Este amplio conocimiento de la pobreza contrasta con una profunda ignorancia sobre las élites. Mientras sabemos bastante bien quiénes son los pobres, a qué se dedican, cuánto ganan, qué comen, dónde viven, cómo lucen sus casas etc., de los más ricos del país no sabemos prácticamente nada. En Colombia pocas personas estudian a las élites, y buena parte de la no muy extensa investigación al respecto se caracteriza por usar pocos datos, haciéndola más especulativa que cualquier otra cosa.

Parte de mi agenda de investigación justamente trata de contribuir a que esto cambie.  En mis estudios he recolectado información sistemática sobre las élites a lo largo de la historia del país, averiguando quiénes eran sus miembros, con quiénes se casaron, quiénes eran sus amigos, a qué se dedicaban, qué inversiones tenían, qué tan grandes eran sus fortunas, etc. Y, a partir de esa experiencia, creo que hay dos atributos particulares de las élites colombianas que usualmente se pierden de vista.

El primero de ellos es su fragmentación regional. Contrario a lo que muchos suelen creen, en Colombia nunca ha habido una única élite cohesionada. En buena medida, eso se ha debido a la geografía del país y el patrón histórico de poblamiento. En Colombia cada región ha tenido sus élites propias, que, aunque con ciertas conexiones entre sí, han sido comunidades fundamentalmente diferentes las unas de las otras, teniendo cada una sus espacios de interacción, sus costumbres, y sus códigos de prestigio aparte.

Este no es el caso de otros países de la región como Chile, Argentina, Uruguay o Perú. En estos lugares, aunque con algo de tensión entre ricos urbanos y ricos rurales, la inmensa mayoría de espacios de interacción de las élites (e.g. sus colegios, sus universidades, sus clubes sociales) están en las capitales, lo que les permite ser comunidades más o menos unificadas.

Un ejemplo sencillo de esto en la actualidad viene de observar el conflicto entre la élite tradicional antioqueña y la familia Gilinski. Ambos grupos son profundamente ricos, ambos tienen influencia en medios de comunicación, ambos están bastante bien conectados con políticos. Sin embargo, ellos no hacen parte de la misma comunidad, no conocen las intenciones o procederes de los otros, y sus intereses actuales son claramente opuestos.

El segundo atributo resaltable de las élites colombianas es que han sido tradicionalmente pobres comparadas con las del resto de Latinoamérica. Yo he mostrado, por ejemplo, como las élites de la Nueva Granada estuvieron completamente ausentes del circuito de importación de bienes de lujo asiáticos durante la Colonia, del cual sí participaban activamente las élites de México, Perú, Argentina, y el Caribe. Esto también tiene su origen en la historia del país. La poca integración de los mercados regionales limitó por siglos la escala de los negocios. Las oportunidades de acumulación de riqueza en Colombia han solido ser pequeñas si se comparan con las disponibles en el resto del continente.

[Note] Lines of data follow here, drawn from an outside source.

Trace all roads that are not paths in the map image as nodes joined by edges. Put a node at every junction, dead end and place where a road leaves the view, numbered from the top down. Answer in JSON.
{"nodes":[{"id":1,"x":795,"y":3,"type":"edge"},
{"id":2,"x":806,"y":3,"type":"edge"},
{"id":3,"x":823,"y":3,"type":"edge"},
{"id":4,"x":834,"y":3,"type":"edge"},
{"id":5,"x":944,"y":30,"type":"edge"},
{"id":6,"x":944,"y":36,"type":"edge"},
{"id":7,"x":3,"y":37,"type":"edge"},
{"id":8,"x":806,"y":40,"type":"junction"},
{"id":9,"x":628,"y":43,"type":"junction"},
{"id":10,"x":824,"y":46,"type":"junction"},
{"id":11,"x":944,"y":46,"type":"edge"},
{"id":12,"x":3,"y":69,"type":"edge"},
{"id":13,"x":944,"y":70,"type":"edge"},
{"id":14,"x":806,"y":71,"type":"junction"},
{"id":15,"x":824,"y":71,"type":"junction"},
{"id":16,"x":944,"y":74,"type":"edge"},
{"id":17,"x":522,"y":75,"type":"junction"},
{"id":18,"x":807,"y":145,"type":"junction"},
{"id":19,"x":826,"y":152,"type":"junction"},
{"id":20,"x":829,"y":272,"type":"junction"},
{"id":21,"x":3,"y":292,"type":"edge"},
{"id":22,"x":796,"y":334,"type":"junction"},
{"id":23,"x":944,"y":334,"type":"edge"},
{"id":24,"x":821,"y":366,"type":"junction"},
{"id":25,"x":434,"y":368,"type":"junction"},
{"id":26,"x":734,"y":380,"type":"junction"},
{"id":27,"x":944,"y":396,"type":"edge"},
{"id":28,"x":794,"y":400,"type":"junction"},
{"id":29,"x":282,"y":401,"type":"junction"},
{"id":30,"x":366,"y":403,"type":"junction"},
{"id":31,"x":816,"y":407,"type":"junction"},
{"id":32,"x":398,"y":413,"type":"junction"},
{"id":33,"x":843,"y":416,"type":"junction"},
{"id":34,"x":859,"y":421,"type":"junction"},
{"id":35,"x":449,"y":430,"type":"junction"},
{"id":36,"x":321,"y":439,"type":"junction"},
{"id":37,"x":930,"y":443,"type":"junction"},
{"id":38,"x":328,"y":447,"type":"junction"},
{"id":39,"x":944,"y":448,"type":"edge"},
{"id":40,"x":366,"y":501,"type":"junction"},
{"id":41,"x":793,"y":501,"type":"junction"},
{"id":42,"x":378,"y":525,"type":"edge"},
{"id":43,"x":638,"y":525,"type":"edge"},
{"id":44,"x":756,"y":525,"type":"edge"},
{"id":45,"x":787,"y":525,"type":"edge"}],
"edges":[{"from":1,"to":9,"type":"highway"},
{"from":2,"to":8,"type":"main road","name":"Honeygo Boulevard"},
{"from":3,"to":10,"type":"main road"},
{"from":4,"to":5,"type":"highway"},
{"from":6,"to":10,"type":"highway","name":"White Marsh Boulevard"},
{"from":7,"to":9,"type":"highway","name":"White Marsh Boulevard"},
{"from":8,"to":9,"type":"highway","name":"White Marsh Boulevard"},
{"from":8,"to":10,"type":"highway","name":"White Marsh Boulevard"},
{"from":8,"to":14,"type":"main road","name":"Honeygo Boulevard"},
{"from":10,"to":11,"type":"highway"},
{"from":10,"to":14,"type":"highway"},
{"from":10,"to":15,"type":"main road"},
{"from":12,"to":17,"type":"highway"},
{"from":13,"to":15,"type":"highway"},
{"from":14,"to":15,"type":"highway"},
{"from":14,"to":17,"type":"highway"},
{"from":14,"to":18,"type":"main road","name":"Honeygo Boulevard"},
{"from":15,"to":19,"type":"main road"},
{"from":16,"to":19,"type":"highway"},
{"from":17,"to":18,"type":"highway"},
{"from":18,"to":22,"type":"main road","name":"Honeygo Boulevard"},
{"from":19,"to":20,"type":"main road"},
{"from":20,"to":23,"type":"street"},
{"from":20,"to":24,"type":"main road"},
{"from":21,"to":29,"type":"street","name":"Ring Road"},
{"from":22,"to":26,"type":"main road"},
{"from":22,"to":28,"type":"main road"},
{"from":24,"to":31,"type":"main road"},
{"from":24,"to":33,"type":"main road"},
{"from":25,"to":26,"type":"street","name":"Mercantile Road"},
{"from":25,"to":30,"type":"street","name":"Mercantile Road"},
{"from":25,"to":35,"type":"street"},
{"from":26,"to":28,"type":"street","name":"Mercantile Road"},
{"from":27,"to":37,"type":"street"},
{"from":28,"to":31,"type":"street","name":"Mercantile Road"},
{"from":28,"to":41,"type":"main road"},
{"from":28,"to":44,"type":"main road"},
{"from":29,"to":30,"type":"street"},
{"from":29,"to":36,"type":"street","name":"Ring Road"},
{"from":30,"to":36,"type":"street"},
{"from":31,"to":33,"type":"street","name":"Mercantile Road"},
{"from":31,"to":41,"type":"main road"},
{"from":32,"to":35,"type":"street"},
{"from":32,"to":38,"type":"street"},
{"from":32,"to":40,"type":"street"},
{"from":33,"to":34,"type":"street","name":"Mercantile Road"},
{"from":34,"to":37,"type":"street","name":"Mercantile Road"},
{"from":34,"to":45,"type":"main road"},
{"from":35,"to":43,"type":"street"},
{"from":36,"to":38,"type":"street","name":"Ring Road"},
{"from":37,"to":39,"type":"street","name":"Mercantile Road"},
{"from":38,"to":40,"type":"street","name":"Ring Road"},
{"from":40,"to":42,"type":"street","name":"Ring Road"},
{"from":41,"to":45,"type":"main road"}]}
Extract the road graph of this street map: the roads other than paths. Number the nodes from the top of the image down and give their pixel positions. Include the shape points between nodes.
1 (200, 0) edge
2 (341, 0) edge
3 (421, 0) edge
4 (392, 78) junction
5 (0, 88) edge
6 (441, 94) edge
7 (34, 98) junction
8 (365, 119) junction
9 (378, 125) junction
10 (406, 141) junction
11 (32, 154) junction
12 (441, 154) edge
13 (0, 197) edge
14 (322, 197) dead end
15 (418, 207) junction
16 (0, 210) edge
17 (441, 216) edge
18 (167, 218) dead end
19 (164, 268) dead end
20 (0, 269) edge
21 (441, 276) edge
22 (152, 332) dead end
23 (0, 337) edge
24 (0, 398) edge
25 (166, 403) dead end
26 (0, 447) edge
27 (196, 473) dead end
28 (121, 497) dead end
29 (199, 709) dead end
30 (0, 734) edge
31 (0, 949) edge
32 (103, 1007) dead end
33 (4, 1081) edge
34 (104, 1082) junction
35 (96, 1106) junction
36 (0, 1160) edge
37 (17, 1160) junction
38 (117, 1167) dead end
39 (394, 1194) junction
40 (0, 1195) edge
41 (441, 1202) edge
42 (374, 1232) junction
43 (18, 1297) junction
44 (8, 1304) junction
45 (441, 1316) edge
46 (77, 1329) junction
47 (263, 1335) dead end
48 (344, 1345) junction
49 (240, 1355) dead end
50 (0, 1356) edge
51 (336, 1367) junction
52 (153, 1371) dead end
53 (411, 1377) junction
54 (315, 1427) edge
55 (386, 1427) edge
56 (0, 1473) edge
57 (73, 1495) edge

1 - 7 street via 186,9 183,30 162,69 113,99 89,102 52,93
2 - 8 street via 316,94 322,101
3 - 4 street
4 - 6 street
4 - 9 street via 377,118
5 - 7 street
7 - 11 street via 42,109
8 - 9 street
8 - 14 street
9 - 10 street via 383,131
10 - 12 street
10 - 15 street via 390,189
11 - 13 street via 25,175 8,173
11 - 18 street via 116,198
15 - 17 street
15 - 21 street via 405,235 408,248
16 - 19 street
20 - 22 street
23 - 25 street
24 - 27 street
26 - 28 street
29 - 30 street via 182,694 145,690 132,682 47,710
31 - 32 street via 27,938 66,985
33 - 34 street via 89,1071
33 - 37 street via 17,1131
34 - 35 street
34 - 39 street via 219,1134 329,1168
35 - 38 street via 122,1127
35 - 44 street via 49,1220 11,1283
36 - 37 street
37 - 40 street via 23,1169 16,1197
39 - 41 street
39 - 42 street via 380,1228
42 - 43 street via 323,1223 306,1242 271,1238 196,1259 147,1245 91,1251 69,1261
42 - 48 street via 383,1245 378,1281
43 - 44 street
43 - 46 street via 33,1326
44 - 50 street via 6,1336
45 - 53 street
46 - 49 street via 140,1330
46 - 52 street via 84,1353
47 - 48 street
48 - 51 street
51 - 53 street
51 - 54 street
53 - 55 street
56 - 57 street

Si uno ve la distribución de ingresos del país en la actualidad, es claro que ese sigue siendo el caso. El 1% de los hogares más ricos del país está compuesto por personas que ganan alrededor de 14 millones de pesos y que tienen cerca del 80% de su riqueza en finca raíz. Es decir, el 1% más rico del país, más que empresarios multimillonarios son altos funcionarios públicos, políticos, intelectuales, ejecutivos, etc.

Figura 1. Distribución del ingreso per cápita del hogar. Colombia. 2018.
Fuente: Cárdenas (2021)

El punto con todo esto es que uno no puede entender la desigualdad sin entender las dos puntas de la distribución. Hay que entender a los muy pobres, pero también a los muy ricos. Y nuestros muy ricos, más que empresarios extraordinariamente exitosos, parecen ser élites de mediana riqueza que se soportan en un sistema donde es poco costoso separarse de las masas terriblemente empobrecidas.

Un muy interesante trabajo de Andrés Álvarez y Juliana Jaramillo-Echeverri, por ejemplo, muestra cómo buena parte de las restricciones en la movilidad social en el país han tenido que ver con el acceso limitado a universidades de élite y la predilección de los miembros de las élites por casarse entre sí.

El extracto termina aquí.